Aim: This study aimed to provide new insights into the mechanisms of hepatocellular carcinoma (HCC) invasion by simultaneously imaging tumor cells and major components of the tumor microenvironment. Materials & methods: Formalin-fixed paraffin-embedded human HCC tissues were studied by conventional immunohistochemistry and quantum dot-based multiplexed imaging to reveal type IV collagen, LOX and tumor angiogenesis. Results: Type IV collagen degradation and repatterning in the extracellular matrix (ECM) was a continuous process, making the ECM harder, although more fragile and less resistant to cancer invasion.
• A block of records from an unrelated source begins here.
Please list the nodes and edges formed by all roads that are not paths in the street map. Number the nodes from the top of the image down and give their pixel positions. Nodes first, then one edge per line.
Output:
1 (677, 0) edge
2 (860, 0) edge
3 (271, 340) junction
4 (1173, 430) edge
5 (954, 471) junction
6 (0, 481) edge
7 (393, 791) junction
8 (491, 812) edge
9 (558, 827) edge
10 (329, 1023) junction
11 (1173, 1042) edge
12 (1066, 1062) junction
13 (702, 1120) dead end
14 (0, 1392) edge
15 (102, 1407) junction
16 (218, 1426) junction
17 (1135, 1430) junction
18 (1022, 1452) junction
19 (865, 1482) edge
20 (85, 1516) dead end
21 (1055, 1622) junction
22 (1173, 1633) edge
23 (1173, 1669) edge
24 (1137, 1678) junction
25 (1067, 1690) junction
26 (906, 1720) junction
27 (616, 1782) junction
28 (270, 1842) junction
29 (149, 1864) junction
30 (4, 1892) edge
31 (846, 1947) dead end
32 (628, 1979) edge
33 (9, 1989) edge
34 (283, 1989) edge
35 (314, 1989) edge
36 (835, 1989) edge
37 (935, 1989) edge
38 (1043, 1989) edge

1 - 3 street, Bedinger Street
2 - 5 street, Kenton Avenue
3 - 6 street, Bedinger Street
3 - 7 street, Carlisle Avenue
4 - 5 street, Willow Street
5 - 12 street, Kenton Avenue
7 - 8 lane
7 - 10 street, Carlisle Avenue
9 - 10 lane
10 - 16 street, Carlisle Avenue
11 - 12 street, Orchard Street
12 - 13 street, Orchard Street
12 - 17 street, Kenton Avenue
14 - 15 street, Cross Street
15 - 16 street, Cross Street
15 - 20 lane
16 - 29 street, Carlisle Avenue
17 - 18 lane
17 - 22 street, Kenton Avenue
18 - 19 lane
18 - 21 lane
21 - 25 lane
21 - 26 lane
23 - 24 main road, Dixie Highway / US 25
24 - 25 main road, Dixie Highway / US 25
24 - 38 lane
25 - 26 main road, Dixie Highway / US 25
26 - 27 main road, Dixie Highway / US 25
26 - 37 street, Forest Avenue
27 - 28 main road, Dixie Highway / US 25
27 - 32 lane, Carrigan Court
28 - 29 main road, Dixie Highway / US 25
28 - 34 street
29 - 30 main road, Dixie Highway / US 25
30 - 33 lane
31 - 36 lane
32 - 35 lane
The distribution of LOX among cancer nests was heterogeneous, with higher expression in small cancer nests and lower expression in large cancer nests. LOX expression in cancer cells was associated with rigid stroma and tumor angiogenesis. Tumor angiogenesis occurred with type IV collagen presence. At the cancer invasion front, the ECM was hydrolyzed, with the prominent linear reorientation of type IV collagen surrounding cancer nests adjacent to neovessels. Conclusion: The visualization of the temporal–spatial relationship between type IV collagen, LOX and tumor angiogenesis revealed the coevolution process of HCC cells and their microenvironment, emphasizing an active role of the ECM during cancer invasion.